**RECORDS SUPPLIED:**
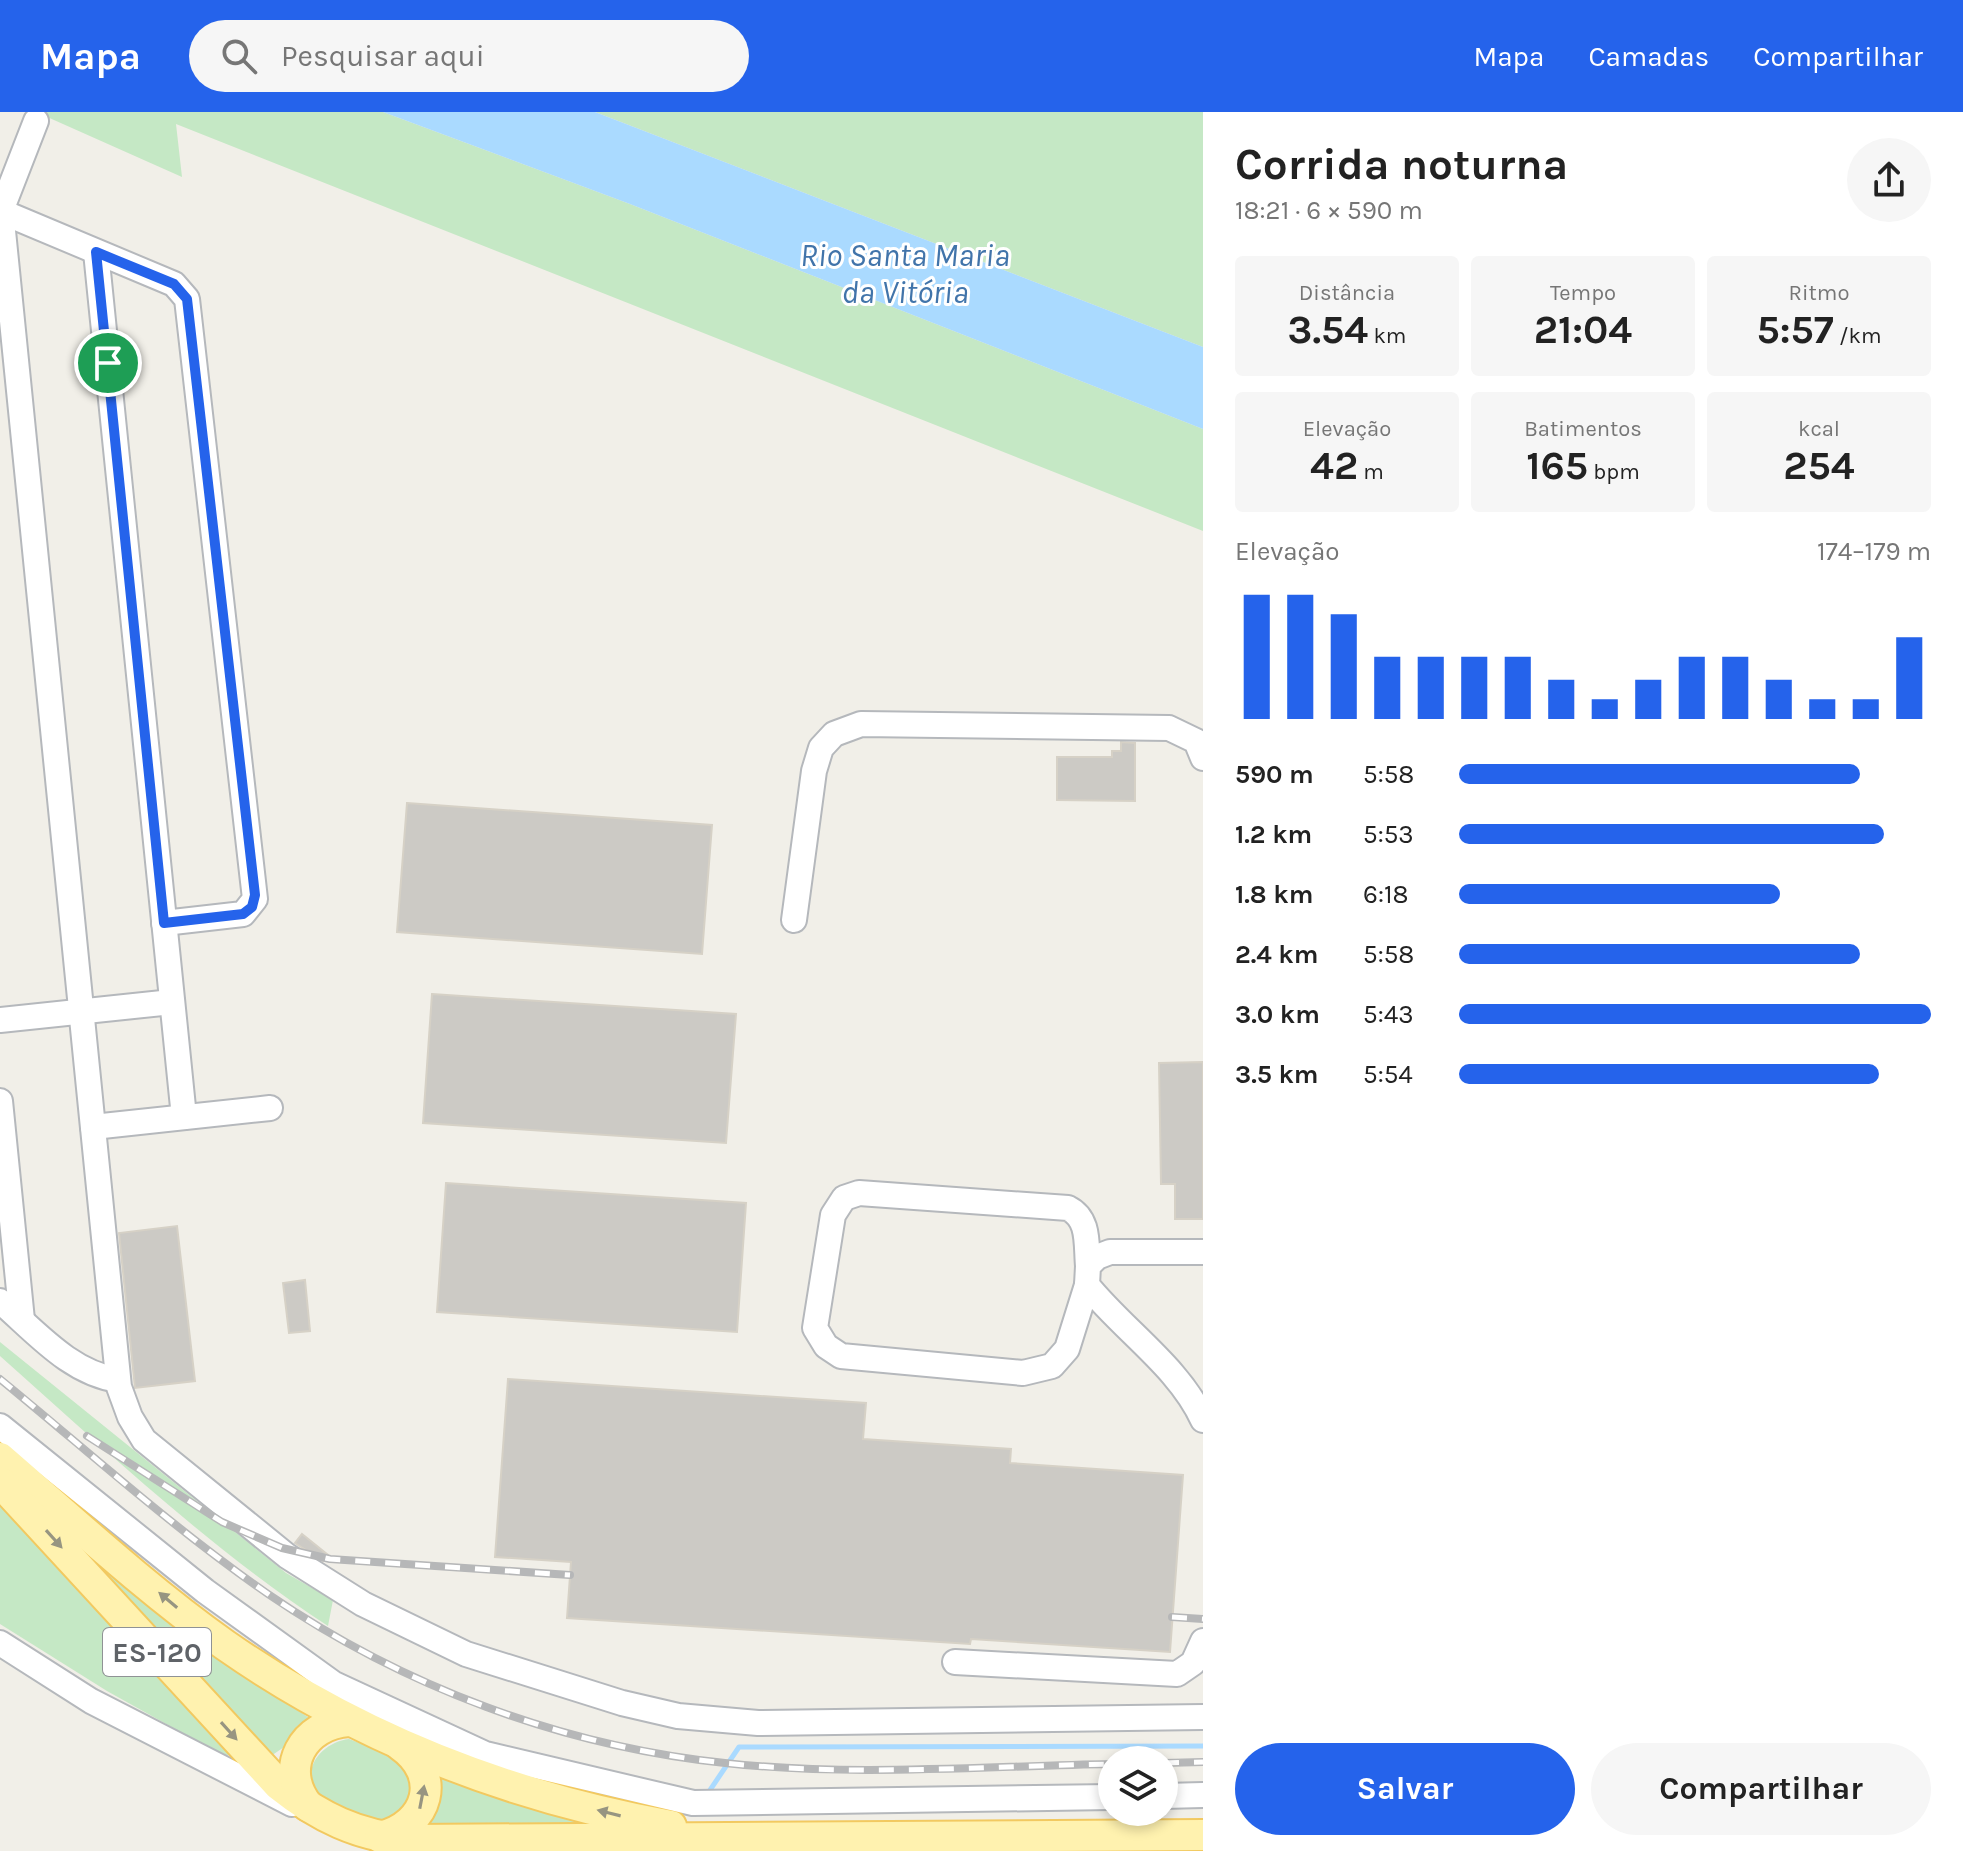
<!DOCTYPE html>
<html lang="pt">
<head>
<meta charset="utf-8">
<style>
  :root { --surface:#fff; --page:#f6f6f6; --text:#222; --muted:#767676; --accent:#2563eb }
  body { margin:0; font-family:Karla,sans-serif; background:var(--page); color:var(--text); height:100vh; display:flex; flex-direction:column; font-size:30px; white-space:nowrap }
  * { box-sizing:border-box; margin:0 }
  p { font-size:26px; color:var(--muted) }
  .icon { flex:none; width:44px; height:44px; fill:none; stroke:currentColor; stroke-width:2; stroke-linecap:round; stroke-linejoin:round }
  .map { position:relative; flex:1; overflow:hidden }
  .drawer { display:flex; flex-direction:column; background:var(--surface); width:760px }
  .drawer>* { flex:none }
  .fabs { position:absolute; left:1098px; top:1634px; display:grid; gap:16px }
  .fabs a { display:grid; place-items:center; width:80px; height:80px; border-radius:50%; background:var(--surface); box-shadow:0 4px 12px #0003; font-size:40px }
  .pin { position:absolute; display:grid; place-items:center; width:68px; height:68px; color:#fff; margin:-34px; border:4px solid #fff; border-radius:50%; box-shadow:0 2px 8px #0007 }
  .round { display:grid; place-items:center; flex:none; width:84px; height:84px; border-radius:42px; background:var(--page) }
  .headline { display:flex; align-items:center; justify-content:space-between; height:136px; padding:0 32px }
  h1 { font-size:44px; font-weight:700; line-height:60px }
  .metrics { display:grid; grid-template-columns:repeat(3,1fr); gap:12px; height:136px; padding:8px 32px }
  .metrics div { display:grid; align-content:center; border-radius:8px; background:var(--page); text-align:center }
  .metrics b { font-size:40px; font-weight:700 }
  .metrics small { font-size:22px; font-weight:400 }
  .metrics p { font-size:22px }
  .chart { height:224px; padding:16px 32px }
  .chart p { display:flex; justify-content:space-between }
  .chart svg { width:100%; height:144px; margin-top:8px; stroke:var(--accent); stroke-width:6 }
  .cta { display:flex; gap:16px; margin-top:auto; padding:16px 32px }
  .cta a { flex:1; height:92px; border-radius:48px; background:var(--accent); color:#fff; font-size:32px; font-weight:700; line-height:92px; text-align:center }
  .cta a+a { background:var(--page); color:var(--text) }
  ul { padding:0 32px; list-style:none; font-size:26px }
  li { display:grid; grid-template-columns:128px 96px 1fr; align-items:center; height:60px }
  li i { height:20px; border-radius:10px; background:var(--accent) }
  header { display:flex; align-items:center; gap:48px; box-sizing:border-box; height:112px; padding:0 40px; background:var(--accent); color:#fff }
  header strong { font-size:38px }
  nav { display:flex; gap:44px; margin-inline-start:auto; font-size:28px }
  .search { width:560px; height:72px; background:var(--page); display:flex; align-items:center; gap:20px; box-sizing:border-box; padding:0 28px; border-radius:44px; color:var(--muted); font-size:30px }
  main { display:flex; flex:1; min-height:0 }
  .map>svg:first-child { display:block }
  .green { fill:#c5e8c5 }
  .water { fill:#aadaff }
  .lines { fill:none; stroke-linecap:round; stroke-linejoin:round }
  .stream { stroke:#aadaff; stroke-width:5 }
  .building { fill:#cccac5; stroke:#d6d1c6; stroke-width:2 }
  .minor-casing { stroke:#b5b8bc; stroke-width:28 }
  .major-casing { stroke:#f2c960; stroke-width:34 }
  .minor { stroke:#fff; stroke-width:24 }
  .major { stroke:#fff2af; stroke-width:30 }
  .rail-casing { stroke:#b6b7b8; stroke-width:8 }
  .rail { stroke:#fff; stroke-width:5; stroke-dasharray:15; stroke-linecap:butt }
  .oneway { fill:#979581 }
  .route-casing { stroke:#fff; stroke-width:16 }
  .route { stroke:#2563eb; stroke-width:10 }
  .labels { text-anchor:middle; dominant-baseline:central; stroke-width:6; stroke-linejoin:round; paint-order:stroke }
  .shield { fill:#fff; stroke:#8f9295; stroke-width:2 }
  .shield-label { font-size:28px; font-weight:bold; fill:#5f6368 }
  .water-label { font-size:32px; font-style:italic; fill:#4174aa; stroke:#fff }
</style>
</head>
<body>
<header>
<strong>Mapa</strong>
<div class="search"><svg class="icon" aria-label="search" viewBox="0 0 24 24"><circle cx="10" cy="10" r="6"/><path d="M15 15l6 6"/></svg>Pesquisar aqui</div>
<nav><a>Mapa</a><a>Camadas</a><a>Compartilhar</a></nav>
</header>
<main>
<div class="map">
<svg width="1203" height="1739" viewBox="0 0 1203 1739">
  <rect width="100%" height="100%" fill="#f1efe8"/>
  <!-- green -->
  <g class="green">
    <polygon points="36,0 383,0 630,92 1203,317 1203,419 176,12 182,65"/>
    <polygon points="595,0 1203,0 1203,235"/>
    <path d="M0,1230L286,1461L333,1488L328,1514C209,1436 106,1338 0,1244Z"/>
    <polygon points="0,1390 234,1644 220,1642 107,1579 0,1512"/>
    <polygon points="45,1396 244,1561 312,1608 290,1631 265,1648"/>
    <path d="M349,1627C368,1634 389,1642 403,1657C422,1677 403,1713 377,1708C358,1704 333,1699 320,1684C297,1659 322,1630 349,1627Z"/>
    <polygon points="434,1656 601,1713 424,1717"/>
  </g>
  <!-- water -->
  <polygon class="water" points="383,0 595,0 1203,235 1203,317 630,92"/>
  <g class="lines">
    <!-- stream -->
    <polyline class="stream" points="706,1684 739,1635 1203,1634"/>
  </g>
  <!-- building -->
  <g class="building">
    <polygon points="1121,630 1135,631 1135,689 1057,688 1057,645 1112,645 1112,639 1121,639"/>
    <polygon points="407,691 712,713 702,842 397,820"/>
    <polygon points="432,882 736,902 726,1031 423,1011"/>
    <polygon points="1203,950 1203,1107 1175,1107 1175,1072 1161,1072 1159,951"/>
    <polygon points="446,1071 746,1091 737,1220 437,1200"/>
    <polygon points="177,1114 195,1269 135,1276 119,1121"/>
    <polygon points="305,1168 310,1219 289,1221 283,1171"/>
    <polygon points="508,1267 866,1291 863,1327 1011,1337 1010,1351 1183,1363 1170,1540 971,1527 970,1532 567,1506 571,1450 495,1445"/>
    <polygon points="302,1422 328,1443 323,1449 295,1431"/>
  </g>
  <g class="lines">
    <defs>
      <g id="minor">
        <polyline points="36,9 1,99 119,1275 130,1305 144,1328 287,1444 363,1492 466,1542 622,1591 678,1604 758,1611 1203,1605"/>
        <polyline points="0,99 174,172 187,187 255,787 243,802 164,811"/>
        <polyline points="96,140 184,1005"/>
        <polyline points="794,808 814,659 821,636 834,622 861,612 1169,616 1196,629 1203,646"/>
        <polyline points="0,908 172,890"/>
        <polyline points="0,989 22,1208"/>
        <polyline points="93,1015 270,996"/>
        <path d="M1203,1140H1110L1097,1145L1088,1154L1087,1173C1123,1218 1179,1255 1203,1308"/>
        <path d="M1087,1173L1067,1237L1052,1254L1023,1261L841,1244L826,1234L815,1216L833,1103L844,1086L859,1081L1068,1096C1090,1107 1086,1132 1088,1154"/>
        <path d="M0,1189C36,1220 70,1261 118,1268"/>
        <polyline points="0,1314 205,1479 334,1572 485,1642 693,1691 1112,1685"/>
        <polyline points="0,1531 91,1589 292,1692"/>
        <polyline points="955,1550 1177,1562 1193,1551 1203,1529"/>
        <polyline points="1164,1684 1203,1683"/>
      </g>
      <g id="major">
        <path d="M0,1346C73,1409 146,1477 225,1533C358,1626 511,1685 671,1714"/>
        <path d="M0,1370L279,1673C319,1705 358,1724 409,1728L1203,1723"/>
        <path d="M308,1694C278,1656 303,1612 349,1609"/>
        <path d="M380,1725C429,1713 443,1663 400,1633"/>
      </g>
    </defs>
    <!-- minor casing -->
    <use href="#minor" class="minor-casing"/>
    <!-- major casing -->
    <use href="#major" class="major-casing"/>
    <!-- minor -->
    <use href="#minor" class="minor"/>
    <!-- major -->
    <use href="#major" class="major"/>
    <defs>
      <g id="rail">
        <path d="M0,1267C88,1339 174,1417 268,1482C404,1575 562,1634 725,1651C853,1665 984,1654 1112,1652"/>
        <polyline points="87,1324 222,1410 282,1436 330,1447 570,1463"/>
        <polyline points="1172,1505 1203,1507"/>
        <polyline points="1164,1651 1203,1650"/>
      </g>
    </defs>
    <!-- rail casing -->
    <use href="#rail" class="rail-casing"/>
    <!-- rail -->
    <use href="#rail" class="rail"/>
  </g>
  <!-- one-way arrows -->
  <defs><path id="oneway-solid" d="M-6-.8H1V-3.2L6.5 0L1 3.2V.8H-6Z" transform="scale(2)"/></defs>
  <g class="oneway">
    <use href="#oneway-solid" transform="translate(54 1427) rotate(48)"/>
    <use href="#oneway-solid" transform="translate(168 1488) rotate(-140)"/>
    <use href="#oneway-solid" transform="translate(229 1619) rotate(48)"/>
    <use href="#oneway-solid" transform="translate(422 1685) rotate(-79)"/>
    <use href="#oneway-solid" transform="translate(609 1701) rotate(-166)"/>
  </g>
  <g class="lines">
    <defs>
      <polygon id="route" points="96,140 174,172 187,187 255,783 252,795 243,802 164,811"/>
    </defs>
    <!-- route casing -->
    <use href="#route" class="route-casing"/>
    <!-- route -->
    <use href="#route" class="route"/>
  </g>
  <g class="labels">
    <!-- shield labels -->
    <rect class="shield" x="103" y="1516" width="108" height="48" rx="6"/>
    <g class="shield-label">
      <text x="157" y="1540">ES-120</text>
    </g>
    <!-- water labels -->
    <g class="water-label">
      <text x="905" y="143">Rio Santa Maria<tspan x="905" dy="37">da Vitória</tspan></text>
    </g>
  </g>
</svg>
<div class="fabs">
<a><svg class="icon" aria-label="layers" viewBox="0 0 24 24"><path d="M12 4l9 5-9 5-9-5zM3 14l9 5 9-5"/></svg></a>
</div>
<div class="pin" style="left:108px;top:251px;background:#1e9e55"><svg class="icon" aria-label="arrive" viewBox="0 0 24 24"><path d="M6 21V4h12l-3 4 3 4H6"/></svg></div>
</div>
<section class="drawer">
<div class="headline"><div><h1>Corrida noturna</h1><p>18:21 · 6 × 590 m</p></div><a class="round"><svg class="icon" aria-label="share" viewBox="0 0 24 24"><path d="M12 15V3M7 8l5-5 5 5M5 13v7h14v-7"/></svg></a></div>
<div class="metrics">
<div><p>Distância</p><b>3.54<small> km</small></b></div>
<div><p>Tempo</p><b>21:04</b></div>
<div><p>Ritmo</p><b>5:57<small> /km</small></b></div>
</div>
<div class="metrics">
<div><p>Elevação</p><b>42<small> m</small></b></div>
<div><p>Batimentos</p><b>165<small> bpm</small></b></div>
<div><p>kcal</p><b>254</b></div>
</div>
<div class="chart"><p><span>Elevação</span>174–179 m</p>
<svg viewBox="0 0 160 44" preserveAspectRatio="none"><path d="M5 44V6M15 44V6M25 44V12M35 44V25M45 44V25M55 44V25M65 44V25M75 44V32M85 44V38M95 44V32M105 44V25M115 44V25M125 44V32M135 44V38M145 44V38M155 44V19"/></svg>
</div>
<ul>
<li><b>590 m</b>5:58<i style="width:85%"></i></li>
<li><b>1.2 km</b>5:53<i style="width:90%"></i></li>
<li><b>1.8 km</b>6:18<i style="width:68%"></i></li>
<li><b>2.4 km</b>5:58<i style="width:85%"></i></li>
<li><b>3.0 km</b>5:43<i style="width:100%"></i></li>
<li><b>3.5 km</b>5:54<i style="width:89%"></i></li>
</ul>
<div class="cta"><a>Salvar</a><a>Compartilhar</a></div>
</section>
</main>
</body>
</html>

**TASK DIRECTIONS:**
Without the pictures, copy the entries from their first line through the line containing "--surface:#fff; --page:#f6f6f6; --text:#222;", and only those lines.

**OUTPUT BELOW:**
<!DOCTYPE html>
<html lang="pt">
<head>
<meta charset="utf-8">
<style>
  :root { --surface:#fff; --page:#f6f6f6; --text:#222; --muted:#767676; --accent:#2563eb }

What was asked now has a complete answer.